Exercise directions
Wherever a line in the data holds the word "Dumont", pull that line out.

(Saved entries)
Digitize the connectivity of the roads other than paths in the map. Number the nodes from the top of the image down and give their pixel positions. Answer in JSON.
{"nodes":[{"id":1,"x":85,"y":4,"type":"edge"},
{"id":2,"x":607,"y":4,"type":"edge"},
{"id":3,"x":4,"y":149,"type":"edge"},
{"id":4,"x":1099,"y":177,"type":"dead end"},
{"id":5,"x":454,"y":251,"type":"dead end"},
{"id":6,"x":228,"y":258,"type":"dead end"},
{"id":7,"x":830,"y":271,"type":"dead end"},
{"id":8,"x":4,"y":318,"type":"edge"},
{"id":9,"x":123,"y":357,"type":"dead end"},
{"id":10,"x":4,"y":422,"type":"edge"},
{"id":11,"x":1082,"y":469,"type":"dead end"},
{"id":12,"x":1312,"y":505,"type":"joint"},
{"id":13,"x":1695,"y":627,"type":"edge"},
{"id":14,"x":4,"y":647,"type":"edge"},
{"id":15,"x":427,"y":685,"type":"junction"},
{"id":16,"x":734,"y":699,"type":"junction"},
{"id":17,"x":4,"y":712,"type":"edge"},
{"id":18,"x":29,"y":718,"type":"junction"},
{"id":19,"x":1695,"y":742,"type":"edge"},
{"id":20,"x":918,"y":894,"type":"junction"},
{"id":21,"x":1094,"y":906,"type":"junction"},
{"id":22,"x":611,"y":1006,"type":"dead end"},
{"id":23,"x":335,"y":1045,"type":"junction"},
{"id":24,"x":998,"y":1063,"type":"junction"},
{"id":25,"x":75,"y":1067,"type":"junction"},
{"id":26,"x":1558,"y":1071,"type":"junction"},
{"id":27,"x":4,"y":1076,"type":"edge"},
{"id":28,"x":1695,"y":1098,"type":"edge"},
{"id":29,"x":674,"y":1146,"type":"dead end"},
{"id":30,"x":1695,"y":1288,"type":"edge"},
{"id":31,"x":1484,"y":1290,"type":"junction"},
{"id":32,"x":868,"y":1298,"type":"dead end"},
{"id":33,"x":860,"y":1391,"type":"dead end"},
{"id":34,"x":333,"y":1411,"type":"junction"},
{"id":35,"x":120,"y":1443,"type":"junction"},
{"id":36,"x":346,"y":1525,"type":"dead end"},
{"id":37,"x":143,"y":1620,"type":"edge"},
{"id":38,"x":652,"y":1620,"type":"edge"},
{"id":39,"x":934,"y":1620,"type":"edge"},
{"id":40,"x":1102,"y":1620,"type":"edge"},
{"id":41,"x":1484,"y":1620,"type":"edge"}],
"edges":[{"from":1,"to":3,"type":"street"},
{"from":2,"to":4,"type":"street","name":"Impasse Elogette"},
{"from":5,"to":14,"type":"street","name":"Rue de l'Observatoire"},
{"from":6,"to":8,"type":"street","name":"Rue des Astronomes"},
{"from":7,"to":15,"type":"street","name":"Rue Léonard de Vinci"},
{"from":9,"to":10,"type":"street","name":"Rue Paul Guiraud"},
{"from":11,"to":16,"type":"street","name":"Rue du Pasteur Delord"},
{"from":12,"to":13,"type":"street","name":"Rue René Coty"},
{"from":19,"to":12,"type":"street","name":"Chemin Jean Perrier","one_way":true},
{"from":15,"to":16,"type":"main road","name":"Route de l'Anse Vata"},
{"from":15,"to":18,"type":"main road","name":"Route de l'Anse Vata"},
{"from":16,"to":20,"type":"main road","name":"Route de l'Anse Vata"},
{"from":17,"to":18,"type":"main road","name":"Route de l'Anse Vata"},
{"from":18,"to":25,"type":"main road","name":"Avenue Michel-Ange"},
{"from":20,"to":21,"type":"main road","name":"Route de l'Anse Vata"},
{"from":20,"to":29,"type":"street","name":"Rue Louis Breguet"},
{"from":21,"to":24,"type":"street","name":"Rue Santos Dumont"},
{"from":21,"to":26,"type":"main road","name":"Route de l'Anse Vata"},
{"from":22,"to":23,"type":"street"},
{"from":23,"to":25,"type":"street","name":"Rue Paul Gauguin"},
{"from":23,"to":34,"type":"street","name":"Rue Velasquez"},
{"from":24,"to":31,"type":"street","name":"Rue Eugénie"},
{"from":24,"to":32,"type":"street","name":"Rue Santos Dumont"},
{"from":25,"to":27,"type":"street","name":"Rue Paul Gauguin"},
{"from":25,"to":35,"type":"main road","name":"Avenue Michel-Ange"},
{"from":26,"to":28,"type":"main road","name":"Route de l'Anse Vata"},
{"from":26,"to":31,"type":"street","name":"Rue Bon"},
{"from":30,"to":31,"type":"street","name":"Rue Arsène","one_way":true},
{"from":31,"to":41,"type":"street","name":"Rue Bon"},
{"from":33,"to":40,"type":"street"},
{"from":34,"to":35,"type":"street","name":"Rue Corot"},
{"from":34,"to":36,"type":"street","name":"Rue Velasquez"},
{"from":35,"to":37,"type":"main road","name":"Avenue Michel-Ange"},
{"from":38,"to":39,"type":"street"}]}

Answer to this exercise
{"from":21,"to":24,"type":"street","name":"Rue Santos Dumont"},
{"from":24,"to":32,"type":"street","name":"Rue Santos Dumont"},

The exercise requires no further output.